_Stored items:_
════

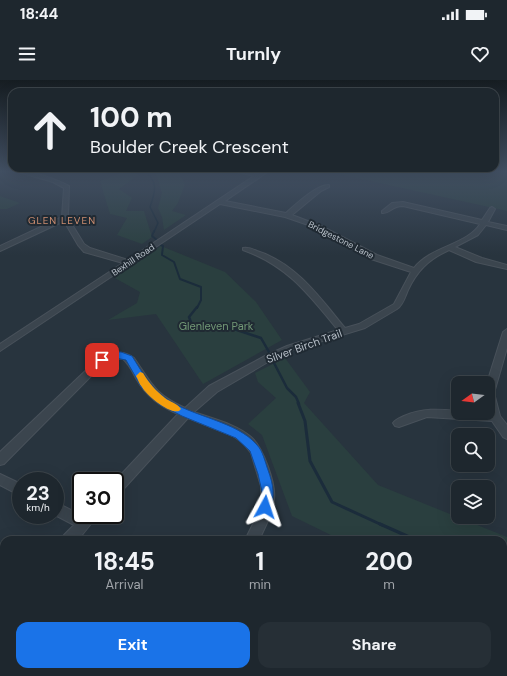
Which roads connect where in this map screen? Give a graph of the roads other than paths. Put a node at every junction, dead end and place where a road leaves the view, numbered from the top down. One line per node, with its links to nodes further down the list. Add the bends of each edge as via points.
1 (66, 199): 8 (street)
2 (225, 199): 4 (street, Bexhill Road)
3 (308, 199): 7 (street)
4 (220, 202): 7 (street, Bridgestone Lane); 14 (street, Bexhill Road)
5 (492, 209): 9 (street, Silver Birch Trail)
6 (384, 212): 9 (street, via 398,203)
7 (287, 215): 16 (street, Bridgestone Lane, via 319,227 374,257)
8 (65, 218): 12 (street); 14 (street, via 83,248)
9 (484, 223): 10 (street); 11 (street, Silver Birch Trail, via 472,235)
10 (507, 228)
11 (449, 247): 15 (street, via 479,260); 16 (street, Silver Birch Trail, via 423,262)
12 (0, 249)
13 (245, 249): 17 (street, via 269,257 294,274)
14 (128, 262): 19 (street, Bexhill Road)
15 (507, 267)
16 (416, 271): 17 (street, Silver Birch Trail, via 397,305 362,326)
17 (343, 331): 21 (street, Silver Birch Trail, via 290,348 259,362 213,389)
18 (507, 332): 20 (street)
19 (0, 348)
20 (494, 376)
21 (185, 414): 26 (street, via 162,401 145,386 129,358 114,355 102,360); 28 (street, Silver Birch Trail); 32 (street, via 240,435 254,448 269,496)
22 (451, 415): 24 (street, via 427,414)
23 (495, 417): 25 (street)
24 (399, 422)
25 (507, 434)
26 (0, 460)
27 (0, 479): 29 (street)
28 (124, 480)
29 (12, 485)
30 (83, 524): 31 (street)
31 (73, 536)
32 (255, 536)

════

_Task:_ With the pictures left aside, set down each entry above exactly as it stands.

_Answer to the problem:_
Which roads connect where in this map screen? Give a graph of the roads other than paths. Put a node at every junction, dead end and place where a road leaves the view, numbered from the top down. One line per node, with its links to nodes further down the list. Add the bends of each edge as via points.
1 (66, 199): 8 (street)
2 (225, 199): 4 (street, Bexhill Road)
3 (308, 199): 7 (street)
4 (220, 202): 7 (street, Bridgestone Lane); 14 (street, Bexhill Road)
5 (492, 209): 9 (street, Silver Birch Trail)
6 (384, 212): 9 (street, via 398,203)
7 (287, 215): 16 (street, Bridgestone Lane, via 319,227 374,257)
8 (65, 218): 12 (street); 14 (street, via 83,248)
9 (484, 223): 10 (street); 11 (street, Silver Birch Trail, via 472,235)
10 (507, 228)
11 (449, 247): 15 (street, via 479,260); 16 (street, Silver Birch Trail, via 423,262)
12 (0, 249)
13 (245, 249): 17 (street, via 269,257 294,274)
14 (128, 262): 19 (street, Bexhill Road)
15 (507, 267)
16 (416, 271): 17 (street, Silver Birch Trail, via 397,305 362,326)
17 (343, 331): 21 (street, Silver Birch Trail, via 290,348 259,362 213,389)
18 (507, 332): 20 (street)
19 (0, 348)
20 (494, 376)
21 (185, 414): 26 (street, via 162,401 145,386 129,358 114,355 102,360); 28 (street, Silver Birch Trail); 32 (street, via 240,435 254,448 269,496)
22 (451, 415): 24 (street, via 427,414)
23 (495, 417): 25 (street)
24 (399, 422)
25 (507, 434)
26 (0, 460)
27 (0, 479): 29 (street)
28 (124, 480)
29 (12, 485)
30 (83, 524): 31 (street)
31 (73, 536)
32 (255, 536)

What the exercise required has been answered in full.